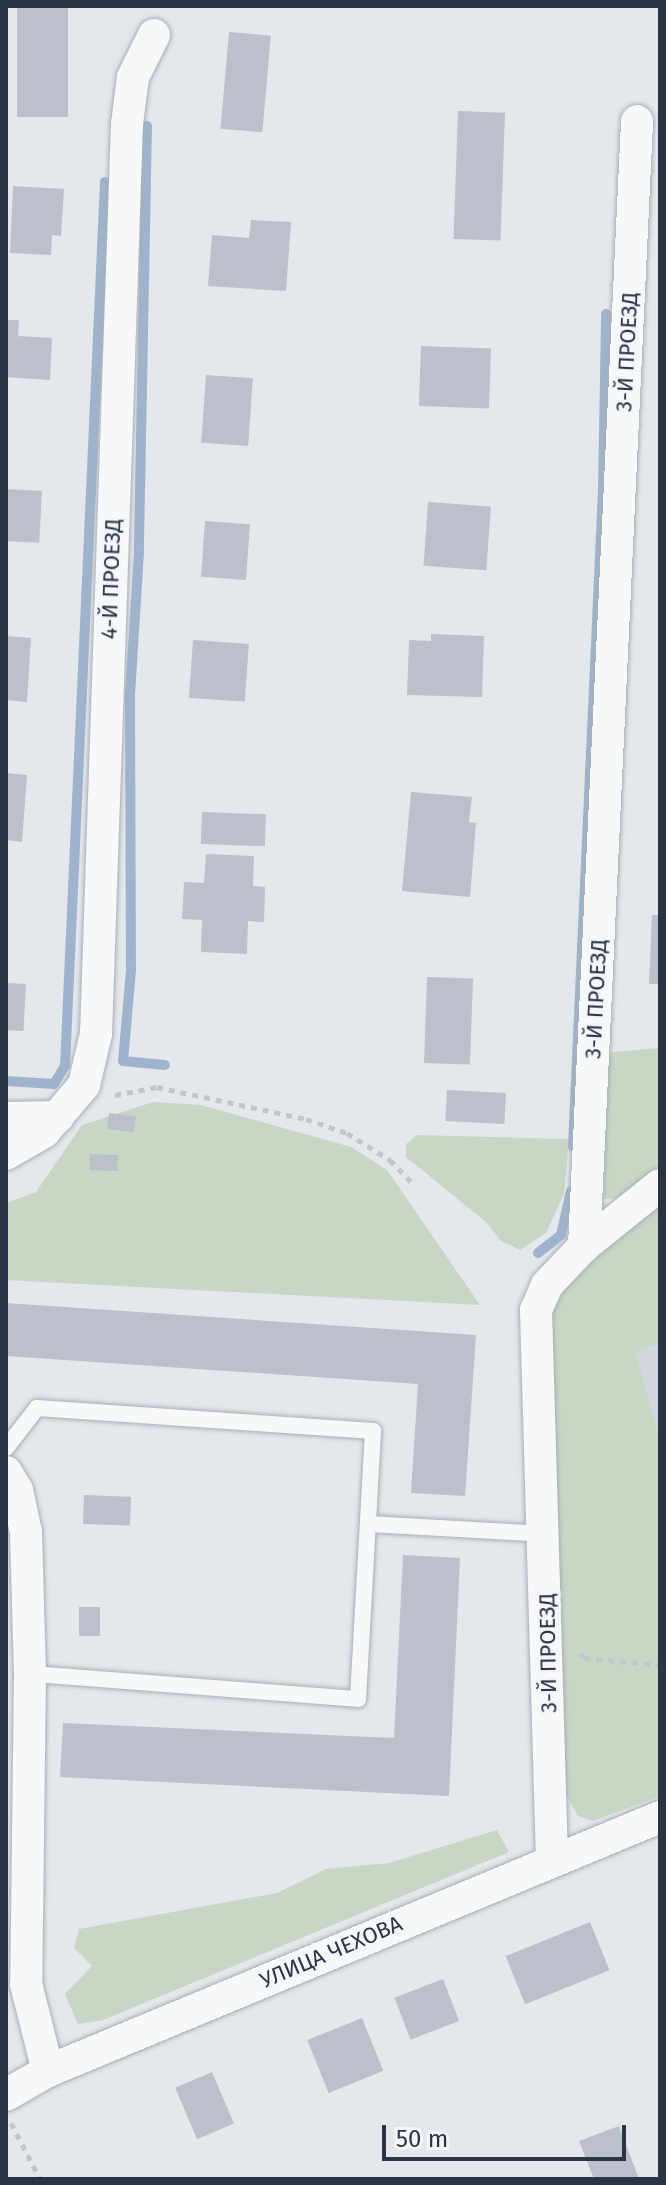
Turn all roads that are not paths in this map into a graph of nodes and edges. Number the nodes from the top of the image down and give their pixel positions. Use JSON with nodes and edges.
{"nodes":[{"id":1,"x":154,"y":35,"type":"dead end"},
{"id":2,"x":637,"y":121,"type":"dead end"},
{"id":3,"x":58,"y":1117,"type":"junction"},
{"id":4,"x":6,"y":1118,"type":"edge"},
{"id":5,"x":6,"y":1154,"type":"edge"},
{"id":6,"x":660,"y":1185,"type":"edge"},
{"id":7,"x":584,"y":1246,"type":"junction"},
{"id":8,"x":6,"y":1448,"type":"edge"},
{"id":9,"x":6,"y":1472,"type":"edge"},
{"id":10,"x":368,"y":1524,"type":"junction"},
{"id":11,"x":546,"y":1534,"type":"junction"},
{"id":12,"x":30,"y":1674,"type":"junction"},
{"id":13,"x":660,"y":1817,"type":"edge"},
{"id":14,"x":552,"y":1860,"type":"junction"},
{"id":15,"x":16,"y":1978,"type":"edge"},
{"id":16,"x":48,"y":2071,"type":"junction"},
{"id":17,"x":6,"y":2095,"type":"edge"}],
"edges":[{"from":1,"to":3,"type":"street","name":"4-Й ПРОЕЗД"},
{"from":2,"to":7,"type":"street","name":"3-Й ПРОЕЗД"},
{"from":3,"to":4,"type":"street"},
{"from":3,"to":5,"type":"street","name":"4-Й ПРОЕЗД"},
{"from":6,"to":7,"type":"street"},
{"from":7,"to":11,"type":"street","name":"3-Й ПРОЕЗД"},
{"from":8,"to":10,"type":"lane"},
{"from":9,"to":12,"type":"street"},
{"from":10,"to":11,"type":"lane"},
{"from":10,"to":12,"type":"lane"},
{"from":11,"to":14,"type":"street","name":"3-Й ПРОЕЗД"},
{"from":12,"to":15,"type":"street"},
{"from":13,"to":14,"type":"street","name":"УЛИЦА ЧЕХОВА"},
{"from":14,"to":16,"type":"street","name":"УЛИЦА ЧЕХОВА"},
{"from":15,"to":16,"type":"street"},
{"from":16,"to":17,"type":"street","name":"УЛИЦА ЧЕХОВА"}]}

* * *

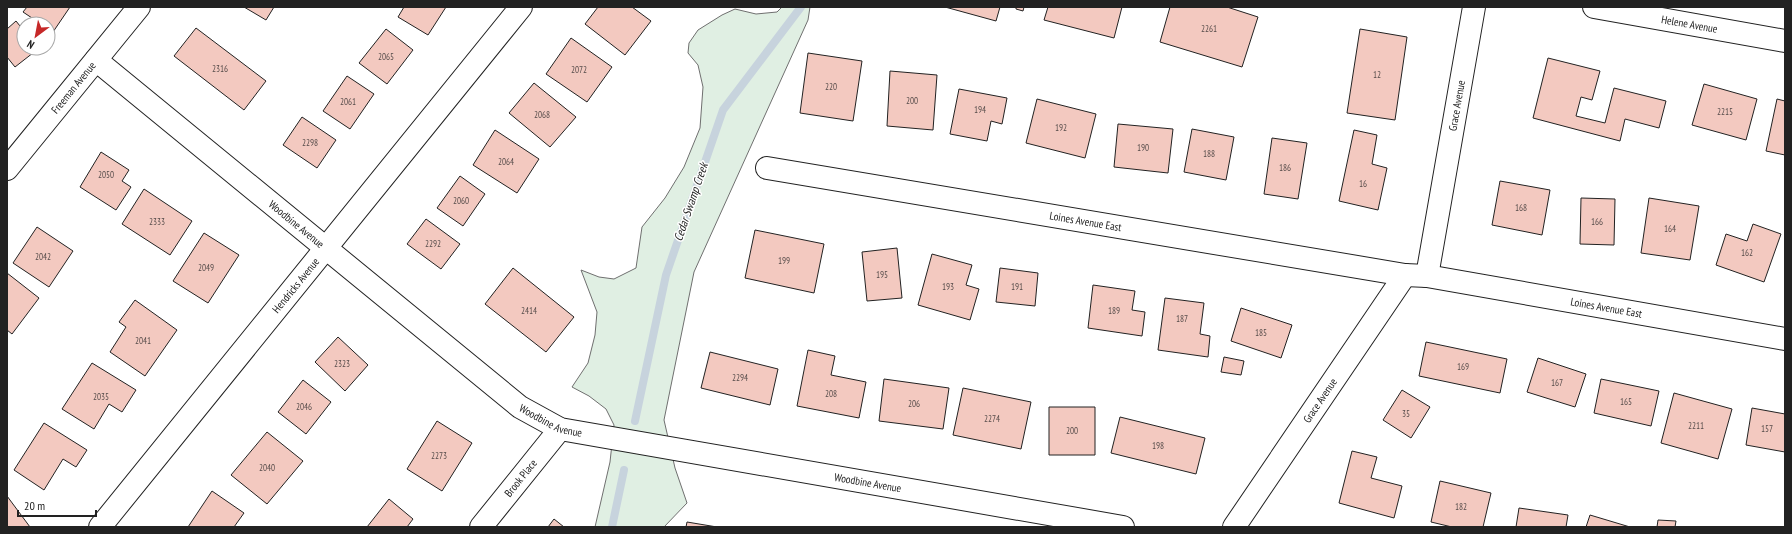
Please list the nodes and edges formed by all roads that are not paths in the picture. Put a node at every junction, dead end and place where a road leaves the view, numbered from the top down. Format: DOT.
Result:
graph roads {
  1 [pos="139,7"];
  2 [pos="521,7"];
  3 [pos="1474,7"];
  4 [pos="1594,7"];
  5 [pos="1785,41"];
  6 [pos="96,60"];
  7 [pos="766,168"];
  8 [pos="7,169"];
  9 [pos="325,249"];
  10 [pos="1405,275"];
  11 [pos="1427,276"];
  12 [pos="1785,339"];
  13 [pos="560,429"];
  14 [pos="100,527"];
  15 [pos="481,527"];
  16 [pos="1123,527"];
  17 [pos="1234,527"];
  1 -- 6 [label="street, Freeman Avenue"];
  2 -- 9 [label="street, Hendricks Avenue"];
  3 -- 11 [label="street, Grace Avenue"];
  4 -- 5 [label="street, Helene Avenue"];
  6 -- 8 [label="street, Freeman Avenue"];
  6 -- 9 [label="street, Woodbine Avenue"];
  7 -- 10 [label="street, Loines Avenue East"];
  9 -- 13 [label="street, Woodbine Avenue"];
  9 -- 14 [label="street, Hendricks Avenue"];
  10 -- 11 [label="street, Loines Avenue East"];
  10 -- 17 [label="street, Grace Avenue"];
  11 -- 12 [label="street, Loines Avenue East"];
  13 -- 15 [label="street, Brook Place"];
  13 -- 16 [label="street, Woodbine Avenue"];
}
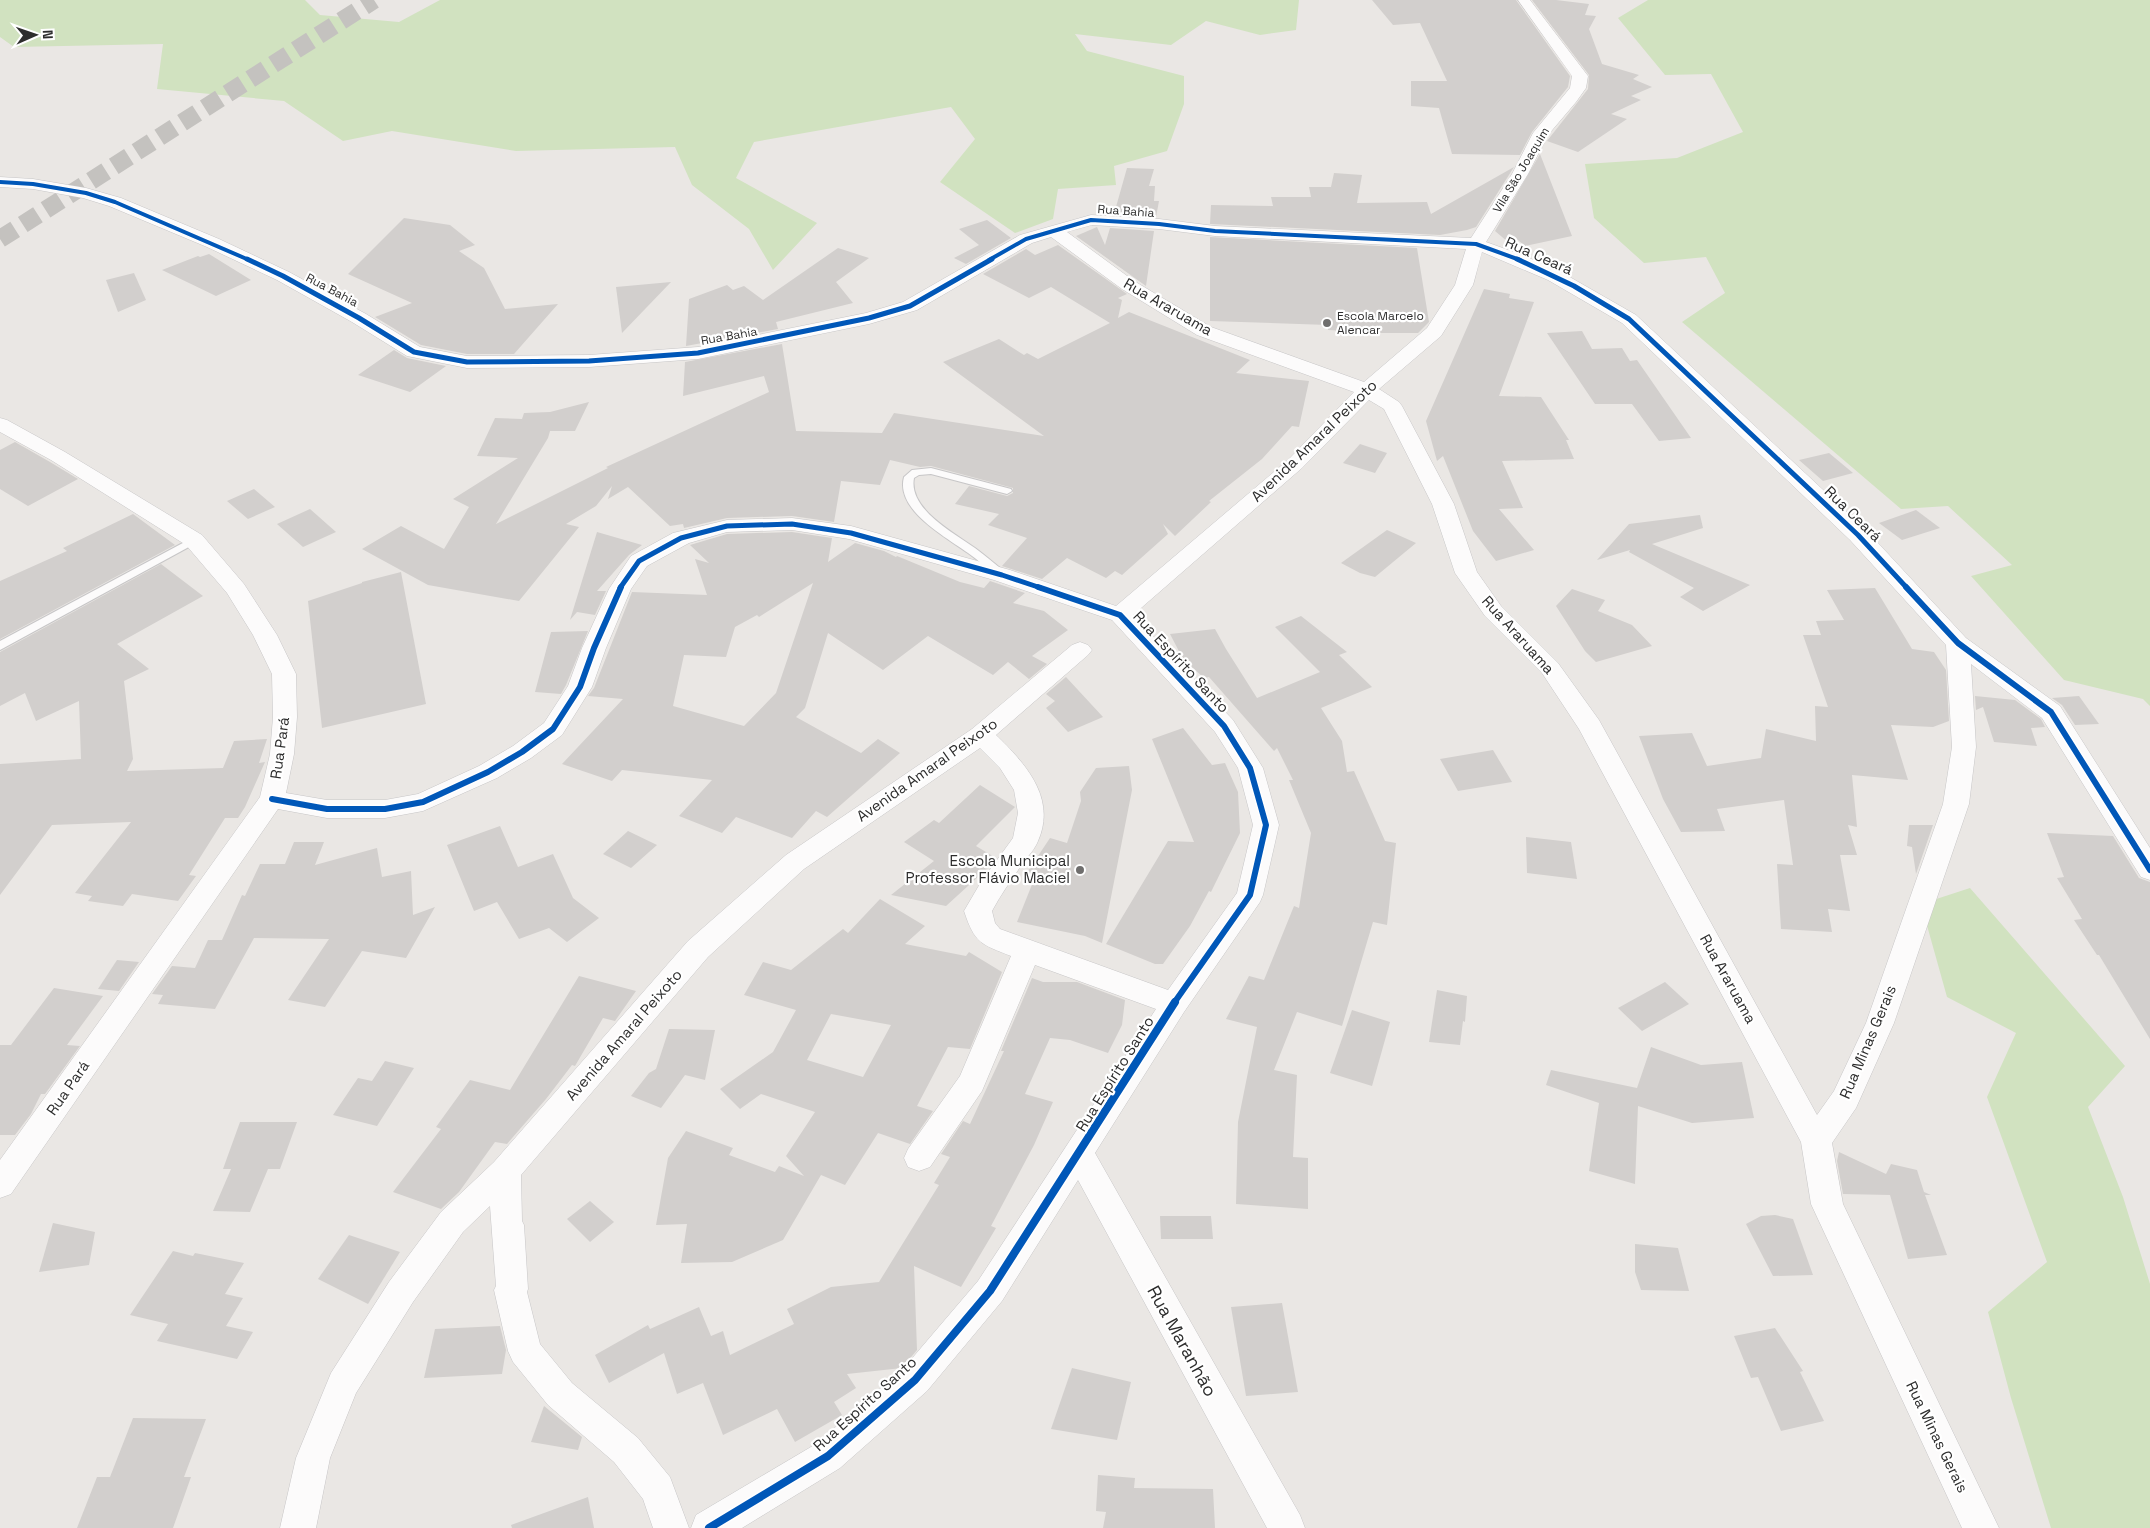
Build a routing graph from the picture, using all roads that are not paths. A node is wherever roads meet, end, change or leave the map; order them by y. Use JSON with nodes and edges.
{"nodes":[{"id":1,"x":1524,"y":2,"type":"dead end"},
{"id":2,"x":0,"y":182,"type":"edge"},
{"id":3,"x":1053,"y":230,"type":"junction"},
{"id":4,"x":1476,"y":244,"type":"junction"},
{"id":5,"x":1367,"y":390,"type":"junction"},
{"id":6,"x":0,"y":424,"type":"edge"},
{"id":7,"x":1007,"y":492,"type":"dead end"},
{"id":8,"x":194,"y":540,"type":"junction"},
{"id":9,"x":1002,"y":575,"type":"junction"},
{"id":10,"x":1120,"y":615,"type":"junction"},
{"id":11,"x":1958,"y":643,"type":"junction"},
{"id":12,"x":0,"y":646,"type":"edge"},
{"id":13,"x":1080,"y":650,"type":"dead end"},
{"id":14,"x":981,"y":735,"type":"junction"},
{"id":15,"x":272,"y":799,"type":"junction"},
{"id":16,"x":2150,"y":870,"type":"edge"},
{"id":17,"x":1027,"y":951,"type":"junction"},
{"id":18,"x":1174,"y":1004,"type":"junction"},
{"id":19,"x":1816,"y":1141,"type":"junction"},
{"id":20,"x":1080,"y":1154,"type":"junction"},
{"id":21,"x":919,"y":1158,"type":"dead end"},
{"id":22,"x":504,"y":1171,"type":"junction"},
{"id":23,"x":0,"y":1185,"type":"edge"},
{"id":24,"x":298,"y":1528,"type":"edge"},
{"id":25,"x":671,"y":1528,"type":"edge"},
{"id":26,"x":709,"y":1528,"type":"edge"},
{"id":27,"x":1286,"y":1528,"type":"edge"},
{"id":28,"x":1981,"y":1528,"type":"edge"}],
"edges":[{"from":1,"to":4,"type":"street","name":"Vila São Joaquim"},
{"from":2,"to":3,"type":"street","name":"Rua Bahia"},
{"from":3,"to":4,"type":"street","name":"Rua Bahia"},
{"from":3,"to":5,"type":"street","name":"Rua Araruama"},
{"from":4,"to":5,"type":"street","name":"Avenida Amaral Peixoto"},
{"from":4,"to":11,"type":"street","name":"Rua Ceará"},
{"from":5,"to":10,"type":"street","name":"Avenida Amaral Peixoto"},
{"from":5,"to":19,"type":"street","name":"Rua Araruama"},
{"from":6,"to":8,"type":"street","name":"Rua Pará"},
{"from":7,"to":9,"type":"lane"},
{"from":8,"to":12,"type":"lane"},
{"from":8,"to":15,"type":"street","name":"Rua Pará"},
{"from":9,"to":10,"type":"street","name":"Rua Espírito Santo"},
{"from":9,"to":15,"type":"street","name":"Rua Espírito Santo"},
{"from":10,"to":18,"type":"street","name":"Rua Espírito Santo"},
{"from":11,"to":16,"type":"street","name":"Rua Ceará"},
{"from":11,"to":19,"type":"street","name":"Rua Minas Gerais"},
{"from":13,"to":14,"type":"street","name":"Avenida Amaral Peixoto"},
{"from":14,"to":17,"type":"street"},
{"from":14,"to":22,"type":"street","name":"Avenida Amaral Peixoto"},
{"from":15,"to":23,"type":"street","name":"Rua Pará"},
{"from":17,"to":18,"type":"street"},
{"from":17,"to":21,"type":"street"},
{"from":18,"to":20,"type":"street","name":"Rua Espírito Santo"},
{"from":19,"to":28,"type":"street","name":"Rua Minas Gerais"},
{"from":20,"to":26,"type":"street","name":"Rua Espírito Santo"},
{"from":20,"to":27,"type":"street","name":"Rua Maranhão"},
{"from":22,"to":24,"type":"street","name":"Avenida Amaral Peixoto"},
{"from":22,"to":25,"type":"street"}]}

:: YOUR OBJECTIVE ::
Give only the number of lines in the material above that include the word "Gerais".

:: YOUR SOLUTION ::
2